Avocado and Arugula Salad with Vinaigrette Dressing

Cold Spicy Tomato Soup

Grilled Chicken Slices With Squash Medley

Tart Plum Tart

Chardonnay and late harvest wines

Tea with lemon


1 package dry yeast


1 1/4 cups warm water (110 to 115 degrees)

2 eggs

2 teaspoons salt

1/2 cup unsalted margarine, melted

4 1/2 to 5 cups flour

3 tablespoons fennel seeds


Lightly beaten egg

Dissolve yeast with dash sugar in 1/2 cup warm water. Set aside.

Blend eggs, 1/4 cup sugar, salt, margarine and remaining water in bowl of electric mixer. Blend in yeast mixture. Add flour, 1 cup at time, mixing until dough comes together.
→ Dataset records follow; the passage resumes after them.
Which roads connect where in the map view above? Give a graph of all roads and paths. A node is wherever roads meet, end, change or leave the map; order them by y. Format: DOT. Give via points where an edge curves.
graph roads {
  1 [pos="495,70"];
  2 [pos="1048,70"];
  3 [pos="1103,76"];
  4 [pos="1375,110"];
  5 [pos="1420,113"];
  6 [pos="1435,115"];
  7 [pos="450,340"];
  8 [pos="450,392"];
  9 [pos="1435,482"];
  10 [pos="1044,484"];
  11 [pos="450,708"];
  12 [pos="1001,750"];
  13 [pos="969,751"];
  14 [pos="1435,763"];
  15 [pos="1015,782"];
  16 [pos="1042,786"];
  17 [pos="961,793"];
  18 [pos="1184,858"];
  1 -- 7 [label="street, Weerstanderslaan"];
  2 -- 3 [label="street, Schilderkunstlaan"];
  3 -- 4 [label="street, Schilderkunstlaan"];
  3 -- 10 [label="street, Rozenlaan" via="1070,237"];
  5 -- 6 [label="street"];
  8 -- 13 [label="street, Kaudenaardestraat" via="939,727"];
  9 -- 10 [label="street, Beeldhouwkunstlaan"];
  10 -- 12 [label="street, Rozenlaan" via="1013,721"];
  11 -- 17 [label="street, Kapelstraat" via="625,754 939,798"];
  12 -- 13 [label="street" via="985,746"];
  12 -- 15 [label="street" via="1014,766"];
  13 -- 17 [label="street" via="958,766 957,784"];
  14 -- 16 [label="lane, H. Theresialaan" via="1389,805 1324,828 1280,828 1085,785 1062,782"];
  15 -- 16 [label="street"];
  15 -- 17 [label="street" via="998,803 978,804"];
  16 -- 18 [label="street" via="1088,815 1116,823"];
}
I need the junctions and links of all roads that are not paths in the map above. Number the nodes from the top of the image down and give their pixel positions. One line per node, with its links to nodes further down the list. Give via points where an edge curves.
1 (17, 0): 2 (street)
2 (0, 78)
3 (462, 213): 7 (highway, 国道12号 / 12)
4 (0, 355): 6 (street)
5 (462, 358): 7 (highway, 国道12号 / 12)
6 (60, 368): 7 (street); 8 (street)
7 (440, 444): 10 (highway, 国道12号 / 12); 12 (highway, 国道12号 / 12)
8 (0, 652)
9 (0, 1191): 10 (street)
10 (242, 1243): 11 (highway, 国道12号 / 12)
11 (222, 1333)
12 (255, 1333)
Pour onto floured board and knead, adding small amount of additional flour at a time, along with 2 tablespoons fennel seeds, until dough has smooth and elastic consistency, 5 to 10 minutes.

Place dough in oiled bowl. Oil top of dough, cover with towel and let rise in warm place until doubled, about 1 hour.

Punch dough down. Divide in thirds. Shape each third into rope. Join ropes at one end and braid. Bring ends together to form ring and place on oiled baking sheet. Cover and let rise in warm place until doubled, about 45 minutes.

Brush with lightly beaten egg and sprinkle with remaining 1 tablespoon fennel seeds. Bake at 350 degrees 25 to 30 minutes or until golden and loaf has hollow sound when tapped with finger. Transfer to rack to cool. Makes 1 loaf.

Note: Serve with apple slices and honey for dipping.


3 avocados, peeled and seeded

Juice of 1 lemon

2 cups loosely packed shredded arugula, stems removed

2 cups shredded hearts of romaine or bibb lettuce

Vinaigrette Dressing

Salt, pepper

Pomegranate seeds, optional

Slice each avocado into 12 lengthwise slices. Sprinkle with lemon juice and set aside.

Place arugula and lettuce in bowl. Just before serving toss with enough vinaigrette to coat leaves. Season to taste with salt and pepper.

Mound salad greens on chilled plates and fan avocado slices around them. Spoon remaining vinaigrette over avocado slices. Garnish with pomegranate seeds. Makes 6 to 8 servings.

Vinaigrette Dressing

1 tablespoon Dijon mustard

3 tablespoons white wine vinegar

1 tablespoon lemon juice

1/2 cup walnut oil


Freshly ground pepper

Place mustard, vinegar and lemon juice in food processor or blender. Add oil in thin stream and blend until slightly thick and creamy. Season to taste with salt and pepper. Makes about 3/4 cup.